Leila Seth, Delhi High Court’s first woman judge, passes away

She died of a cardiac arrest at her home in Noida on Friday night, her family and doctors have said.

May 06, 2017 04:51 pm | Updated 09:25 pm IST

Justice Leila Seth, first woman judge of Delhi high court at her residence in Noida 2014.

Justice Leila Seth, first woman judge of Delhi high court at her residence in Noida 2014.

Leila Seth, the first woman judge of the Delhi high court and member of the Justice J. S. Verma committee that was set up to re-look at rape laws in India after the December 16, 2012 gang rape in Delhi, died of a cardiac arrest at her home in Noida on Friday night, her family and doctors have said.

She was 86.

A family member said that there will be no cremation. Justice Leila Seth’s body will be donated to the Army Research and Referral Hospital here in Delhi for the advancement of medical sciences and research, as per her will. There will, however, be a memorial service on May 28.

Justice Leila Seth was admitted to Apollo Hospitals in Delhi eight months ago with a brain haemorrhage but was discharged following recovery. She was admitted again a couple of weeks ago with a femur fracture but was treated and discharged said Dr. Pushpendra Renjen, senior neurologist at Apollo Hospital in Delhi.

Leila Seth was considered a pioneering legal mind who was appointed the first woman judge of the Delhi HC in 1978.

Leila Seth is the mother of novelist Vikram Seth, Shantum, a Buddhist teacher and Aradhana, an artist and filmmaker.

In her life time Justice Seth broke many a glass ceiling becoming the first woman to top the London Bar exam, the first female judge of the Delhi high court, and also the first woman chief justice of a state high court (Himachal Pradesh).

She has headed and chaired numerous judicial and humanitarian institutions. She was a member of the 15th Law Commission of India from 1997 to 2000. She was also the Chair of the Commonwealth Human Rights Initiative (CHRI) for several years.

An ardent voice for human rights, she was responsible for studying the effects of the television serial, Shaktiman on children. She famously spoke for LGBT rights coming out in support of her son and writer Vikram Seth.

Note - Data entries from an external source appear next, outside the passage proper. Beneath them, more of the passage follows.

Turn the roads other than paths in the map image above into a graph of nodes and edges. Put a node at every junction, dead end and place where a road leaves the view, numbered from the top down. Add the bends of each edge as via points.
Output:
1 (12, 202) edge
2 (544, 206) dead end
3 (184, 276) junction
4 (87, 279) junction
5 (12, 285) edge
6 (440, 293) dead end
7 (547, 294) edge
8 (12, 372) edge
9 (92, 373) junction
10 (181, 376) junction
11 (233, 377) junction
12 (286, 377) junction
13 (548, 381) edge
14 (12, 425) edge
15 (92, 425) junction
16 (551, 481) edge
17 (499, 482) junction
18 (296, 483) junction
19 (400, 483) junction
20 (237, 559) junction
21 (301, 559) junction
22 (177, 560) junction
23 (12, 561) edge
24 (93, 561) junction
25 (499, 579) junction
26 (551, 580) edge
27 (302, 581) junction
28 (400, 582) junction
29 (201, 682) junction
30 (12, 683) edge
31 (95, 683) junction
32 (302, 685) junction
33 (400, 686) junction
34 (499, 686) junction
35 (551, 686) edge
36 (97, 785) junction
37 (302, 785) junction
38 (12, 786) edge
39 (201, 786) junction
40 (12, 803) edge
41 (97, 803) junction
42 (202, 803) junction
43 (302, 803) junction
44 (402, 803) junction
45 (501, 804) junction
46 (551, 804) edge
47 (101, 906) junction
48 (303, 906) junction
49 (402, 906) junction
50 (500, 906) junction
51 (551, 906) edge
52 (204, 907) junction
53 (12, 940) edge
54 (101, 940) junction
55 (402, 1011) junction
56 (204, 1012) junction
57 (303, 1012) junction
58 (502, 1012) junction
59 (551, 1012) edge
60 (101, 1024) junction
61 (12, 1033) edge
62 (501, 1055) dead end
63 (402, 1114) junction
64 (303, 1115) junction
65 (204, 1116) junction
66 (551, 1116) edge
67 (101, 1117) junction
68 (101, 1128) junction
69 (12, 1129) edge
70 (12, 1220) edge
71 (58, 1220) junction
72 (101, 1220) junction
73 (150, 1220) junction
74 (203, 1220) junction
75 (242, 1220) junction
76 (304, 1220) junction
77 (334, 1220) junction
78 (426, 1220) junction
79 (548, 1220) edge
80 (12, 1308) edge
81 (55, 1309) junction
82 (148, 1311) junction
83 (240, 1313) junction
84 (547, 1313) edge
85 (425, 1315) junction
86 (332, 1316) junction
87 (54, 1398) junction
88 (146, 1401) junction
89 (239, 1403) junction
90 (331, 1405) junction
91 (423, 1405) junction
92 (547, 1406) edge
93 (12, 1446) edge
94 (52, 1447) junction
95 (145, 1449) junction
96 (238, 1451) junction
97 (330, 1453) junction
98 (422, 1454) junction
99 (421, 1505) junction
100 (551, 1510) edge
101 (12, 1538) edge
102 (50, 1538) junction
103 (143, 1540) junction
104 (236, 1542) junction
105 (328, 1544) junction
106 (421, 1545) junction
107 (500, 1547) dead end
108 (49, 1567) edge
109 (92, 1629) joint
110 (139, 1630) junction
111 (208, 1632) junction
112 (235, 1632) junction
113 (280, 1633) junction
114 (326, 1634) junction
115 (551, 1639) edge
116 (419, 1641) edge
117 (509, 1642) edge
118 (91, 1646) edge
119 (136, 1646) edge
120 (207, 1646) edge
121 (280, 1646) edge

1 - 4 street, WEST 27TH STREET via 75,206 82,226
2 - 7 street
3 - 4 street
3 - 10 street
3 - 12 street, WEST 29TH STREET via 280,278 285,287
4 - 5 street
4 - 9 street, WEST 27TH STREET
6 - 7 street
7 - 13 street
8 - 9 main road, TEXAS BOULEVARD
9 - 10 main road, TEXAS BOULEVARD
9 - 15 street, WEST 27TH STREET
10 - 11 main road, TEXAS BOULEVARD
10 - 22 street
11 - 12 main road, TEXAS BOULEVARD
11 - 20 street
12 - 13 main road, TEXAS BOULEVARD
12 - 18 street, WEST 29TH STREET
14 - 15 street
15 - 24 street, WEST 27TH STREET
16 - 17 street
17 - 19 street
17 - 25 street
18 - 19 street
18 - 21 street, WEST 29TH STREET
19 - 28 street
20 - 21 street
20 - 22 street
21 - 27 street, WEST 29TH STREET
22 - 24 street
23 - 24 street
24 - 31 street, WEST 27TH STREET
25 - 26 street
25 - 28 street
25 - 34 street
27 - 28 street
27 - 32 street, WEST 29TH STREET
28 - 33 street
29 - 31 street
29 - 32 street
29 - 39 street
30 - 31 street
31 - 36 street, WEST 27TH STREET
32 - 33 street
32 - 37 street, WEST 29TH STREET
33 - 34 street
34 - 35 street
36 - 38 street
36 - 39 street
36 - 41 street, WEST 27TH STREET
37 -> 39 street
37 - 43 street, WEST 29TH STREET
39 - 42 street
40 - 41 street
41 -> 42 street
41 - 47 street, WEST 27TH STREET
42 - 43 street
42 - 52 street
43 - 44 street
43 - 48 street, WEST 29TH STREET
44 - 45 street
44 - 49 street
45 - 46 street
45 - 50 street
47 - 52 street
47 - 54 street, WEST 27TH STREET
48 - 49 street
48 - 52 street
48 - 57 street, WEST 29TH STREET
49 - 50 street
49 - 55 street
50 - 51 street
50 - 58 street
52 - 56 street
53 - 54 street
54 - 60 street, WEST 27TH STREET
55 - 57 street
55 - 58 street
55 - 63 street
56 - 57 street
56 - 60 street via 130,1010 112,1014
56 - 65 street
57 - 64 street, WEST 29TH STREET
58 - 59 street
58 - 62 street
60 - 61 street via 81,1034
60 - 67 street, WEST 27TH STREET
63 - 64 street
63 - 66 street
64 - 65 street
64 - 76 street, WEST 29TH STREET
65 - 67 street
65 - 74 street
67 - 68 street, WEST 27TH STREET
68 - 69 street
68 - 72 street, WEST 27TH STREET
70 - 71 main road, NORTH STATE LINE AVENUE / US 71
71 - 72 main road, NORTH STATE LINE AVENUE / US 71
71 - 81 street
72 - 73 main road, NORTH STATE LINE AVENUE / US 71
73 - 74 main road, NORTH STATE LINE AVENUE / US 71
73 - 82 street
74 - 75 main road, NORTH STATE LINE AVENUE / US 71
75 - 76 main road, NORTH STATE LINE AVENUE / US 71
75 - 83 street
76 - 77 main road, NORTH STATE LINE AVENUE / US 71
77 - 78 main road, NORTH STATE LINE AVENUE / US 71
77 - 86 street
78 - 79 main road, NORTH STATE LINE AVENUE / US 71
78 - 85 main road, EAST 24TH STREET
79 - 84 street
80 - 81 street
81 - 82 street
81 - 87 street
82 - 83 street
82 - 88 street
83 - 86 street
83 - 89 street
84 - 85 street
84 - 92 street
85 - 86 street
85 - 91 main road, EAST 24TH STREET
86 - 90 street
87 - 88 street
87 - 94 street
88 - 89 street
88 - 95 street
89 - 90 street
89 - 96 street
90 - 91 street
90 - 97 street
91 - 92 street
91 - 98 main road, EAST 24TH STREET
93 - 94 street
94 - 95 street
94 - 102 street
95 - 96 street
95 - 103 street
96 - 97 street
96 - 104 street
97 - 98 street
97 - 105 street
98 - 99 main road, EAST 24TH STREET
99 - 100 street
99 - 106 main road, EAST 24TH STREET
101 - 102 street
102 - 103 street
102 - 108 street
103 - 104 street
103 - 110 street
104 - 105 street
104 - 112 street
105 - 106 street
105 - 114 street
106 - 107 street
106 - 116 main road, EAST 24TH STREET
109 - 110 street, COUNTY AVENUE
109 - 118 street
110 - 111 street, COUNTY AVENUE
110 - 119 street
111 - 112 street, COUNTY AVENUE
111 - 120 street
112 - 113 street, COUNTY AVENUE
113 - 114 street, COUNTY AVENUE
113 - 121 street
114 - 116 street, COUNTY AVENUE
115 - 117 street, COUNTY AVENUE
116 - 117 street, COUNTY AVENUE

She was born in October 1930 in Lucknow and was the first woman to top the London Bar exam in 1958.

In 1959 she was also selected for IAS, but in pursuit of a legal career, she joined the London Bar. Justice Seth was also part of an inquiry into the custodial death of Biscuit Baron Rajan Pillai. She was responsible for the amendments to the Hindu Succession Act that gave equal rights to daughters in joint family property.

She launched her career by enrolling as an advocate in the Calcutta high court as well as the Supreme Court in 1959. It was after 20 years of legal practice that she finally became a judge at the Delhi high court.

She practised in the Patna high court for around 10 years, handling a large number of suits involving income tax, sales tax, excise and customs, civil entities, companies and criminality. She also took up matrimonial suits and public interest litigations.

She began practising in the Delhi high court from 1972, where her work involved dealing with original civil work, company petitions, writ petitions, tax matters, revisions and appeals. It was also in the same year that she launched her practice in the Supreme Court, handling tax matters, writ petitions and constitutional civil and criminal appeals.

Justice Seth had been on the panel of lawyers for the West Bengal government in the Supreme Court since June 1974. She was designated as a senior advocate by the apex judicial body on January 10, 1977.

In 1978, Justice Seth was appointed as an additional judge of the Delhi high court. Two years later, she was made a permanent judge.